The iSTAR lab tests new materials and building systems to understand their performance and safety characteristics prior to adoption into buildings, said Peter Dusicka, an associate professor in the Department of Civil and Environmental Engineering. He and researchers at iSTAR use seismic research to make a variety of structures and building materials resistant to natural disasters like earthquakes and tsunamis.
“We have had knowledge for the last 30 years that there will be a large subduction quake from the coast in the next few hundred years,” said Franz Rad, a professor in the Department of Civil and Environmental Engineering. “Whether it will be 150 or 700 years from now we don’t really know, but we do know that the probability of this earthquake happening increases every year.”
As the probability of a large coastal subduction earthquake increases every year, so does the importance of the seismic research and testing done at the iSTAR laboratory.
While many universities are able to generate computer models of how earthquakes and tsunamis will affect structures, PSU is the only university in the Northwest that is capable of physically testing these scenarios, according to Rad.

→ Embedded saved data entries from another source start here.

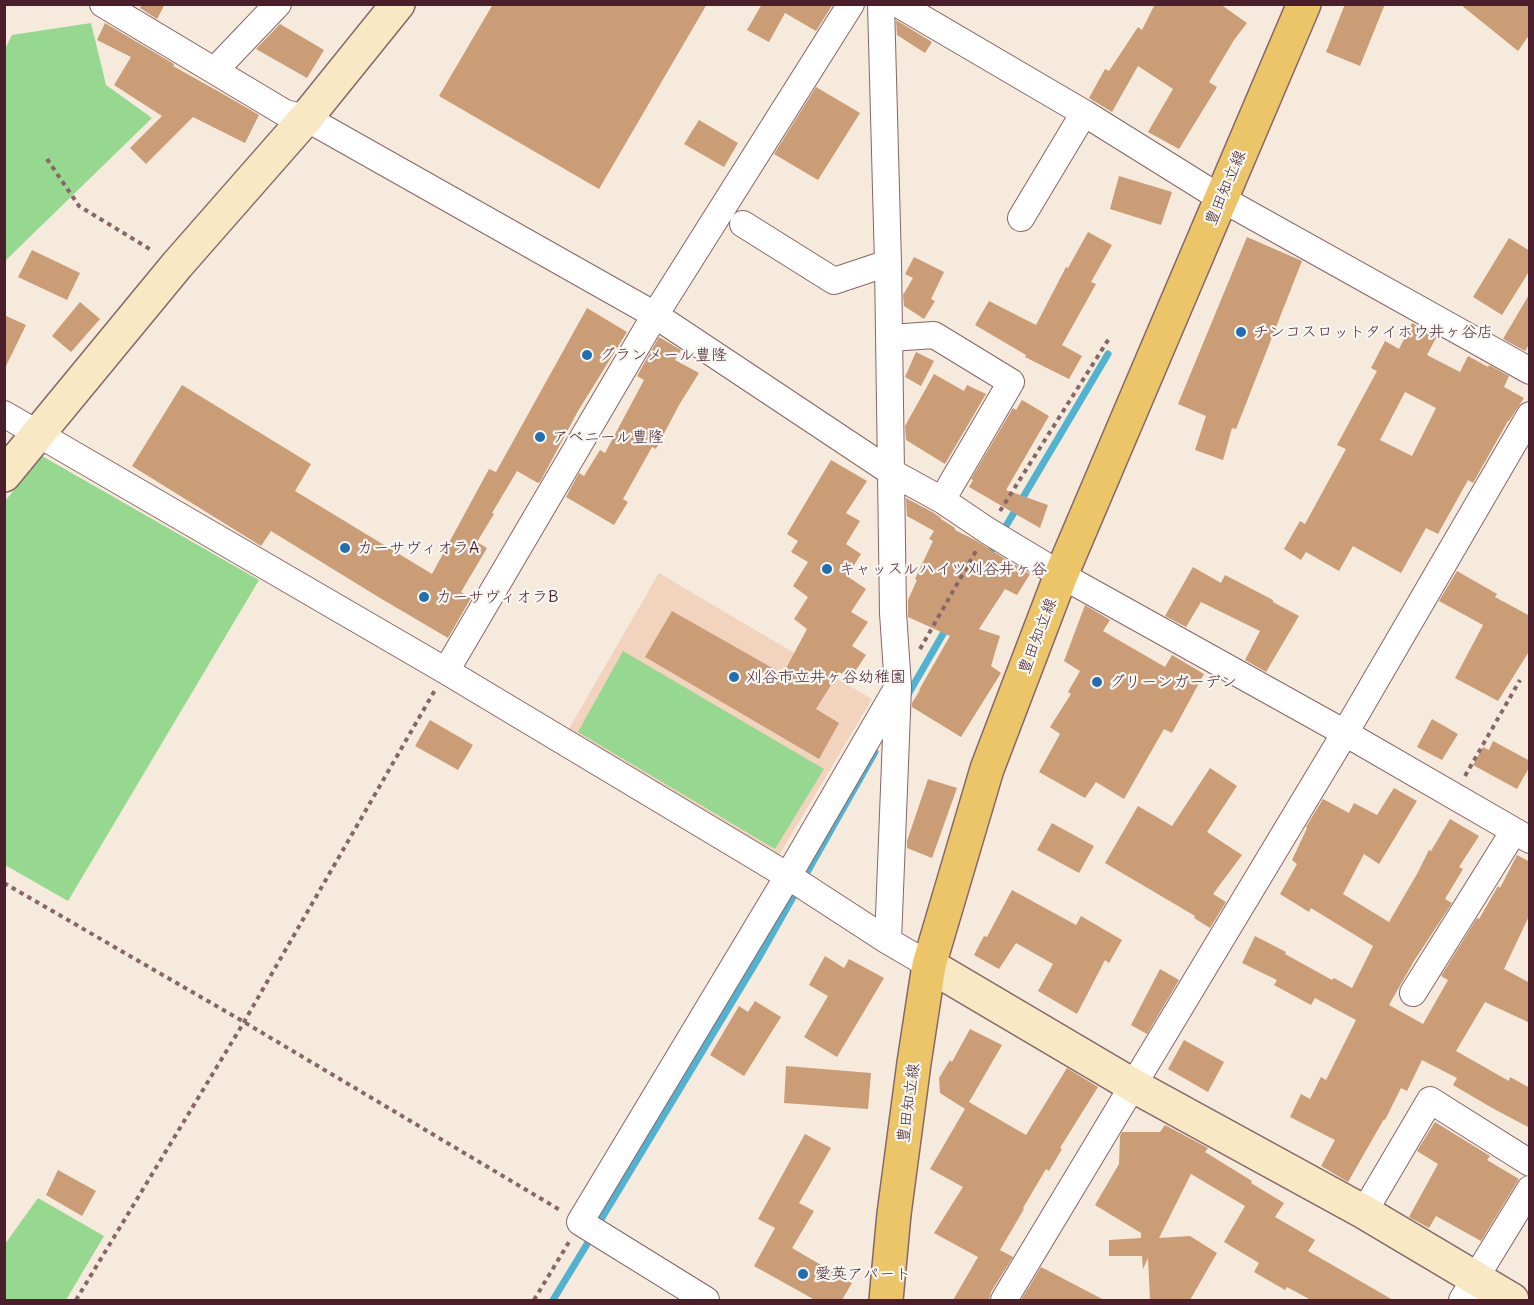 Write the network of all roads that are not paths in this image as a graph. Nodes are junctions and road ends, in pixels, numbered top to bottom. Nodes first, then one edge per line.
1 (103, 4) edge
2 (278, 4) edge
3 (398, 4) edge
4 (851, 4) edge
5 (881, 4) edge
6 (898, 4) edge
7 (1303, 5) edge
8 (215, 70) junction
9 (1084, 113) junction
10 (306, 118) junction
11 (1222, 199) junction
12 (1021, 218) dead end
13 (743, 224) dead end
14 (888, 263) junction
15 (655, 315) junction
16 (890, 338) junction
17 (1530, 371) edge
18 (4, 414) edge
19 (1530, 415) edge
20 (38, 435) junction
21 (891, 472) junction
22 (4, 475) edge
23 (942, 500) junction
24 (1061, 575) junction
25 (446, 671) junction
26 (898, 687) junction
27 (1345, 733) junction
28 (1522, 835) edge
29 (788, 876) junction
30 (888, 941) junction
31 (929, 965) junction
32 (1413, 993) dead end
33 (1134, 1086) junction
34 (1530, 1163) edge
35 (1530, 1189) edge
36 (1364, 1212) junction
37 (1469, 1290) edge
38 (706, 1300) edge
39 (886, 1300) edge
40 (1004, 1300) edge
41 (1512, 1300) edge

1 - 8 street
2 - 8 street
3 - 10 street
4 - 15 street
5 - 14 street
6 - 9 street
7 - 11 main road, 豊田知立線
8 - 10 street
9 - 11 street
9 - 12 street
10 - 15 street
10 - 20 street
11 - 17 street
11 - 24 main road, 豊田知立線
13 - 14 street
14 - 16 street
15 - 21 street
15 - 25 street
16 - 21 street
16 - 23 street
18 - 20 street
19 - 27 street
20 - 22 street
20 - 25 street
21 - 23 street
21 - 26 street
23 - 24 street
24 - 27 street
24 - 31 main road, 豊田知立線
25 - 29 street
26 - 29 street
26 - 30 street
27 - 28 street
27 - 33 street
28 - 32 street
29 - 30 street
29 - 38 street
30 - 31 street
31 - 33 street
31 - 39 main road, 豊田知立線
33 - 36 street
33 - 40 street
34 - 36 street
35 - 37 street
36 - 37 street
37 - 41 street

“PSU has the only functioning shake table in the Northwest,” Rad said. “The shake table gives us the opportunity to investigate how buildings, towers, walls and retaining walls will react when the big earthquake hits.”
The research and tests done with instruments such as the shake table are extremely vital to the stability and overall safety of cities and the people living in them. Unfortunately, it is a lengthy process from the time this research is completed to when it is actually put into city code, Rad said.
For the past three years the iSTAR lab has been researching how to create stronger connections between structural reinforcing bars in buildings. After the research and papers are completed in the next couple of years, it will take an additional five or six years for research findings to be put into building code. Implementation of these codes will follow in the next couple years after they have been approved.
“It takes about a decade for our research to be fully implemented,” Rad said.
In addition to providing university-led research, the iSTAR lab is also a source for industry and economic growth. Oregon BEST hopes that in helping to fund labs like iSTAR it will help the economy whole by providing research and testing tools for other companies and organizations that would otherwise not be able to afford them, said Greg Kleiner, media relations for Oregon BEST.
For example, a startup solar company that needs to test the functionality of their new photovoltaic cells could come to a university lab instead of buying all the testing equipment themselves.
“The purpose of this funding is to expand the Oregon BEST network of lab facilities,” Kleiner said. “Our aim is to expand this lab network so green companies that otherwise would not have access to expensive research and testing equipment can attain the testing they need through a university like PSU.”
This availability of testing and research will benefit both the job market and the economy, he said. In addition, by expanding the research capabilities of labs like iSTAR, Oregon BEST can also expand the job market for graduating students interested in engineering and sustainability.
According to Kleiner, funding for the investment comes directly from the Oregon State Legislature.
“[Through the] economic development engine that the state legislature has established, Oregon BEST receives a couple million dollars every two years to invest in research facilities like the iSTAR lab,” Kleiner said. “The hope of Oregon BEST is that this award will act as a seed investment, attracting research dollars from state and national levels.
Revenue translates into new labs and new jobs.”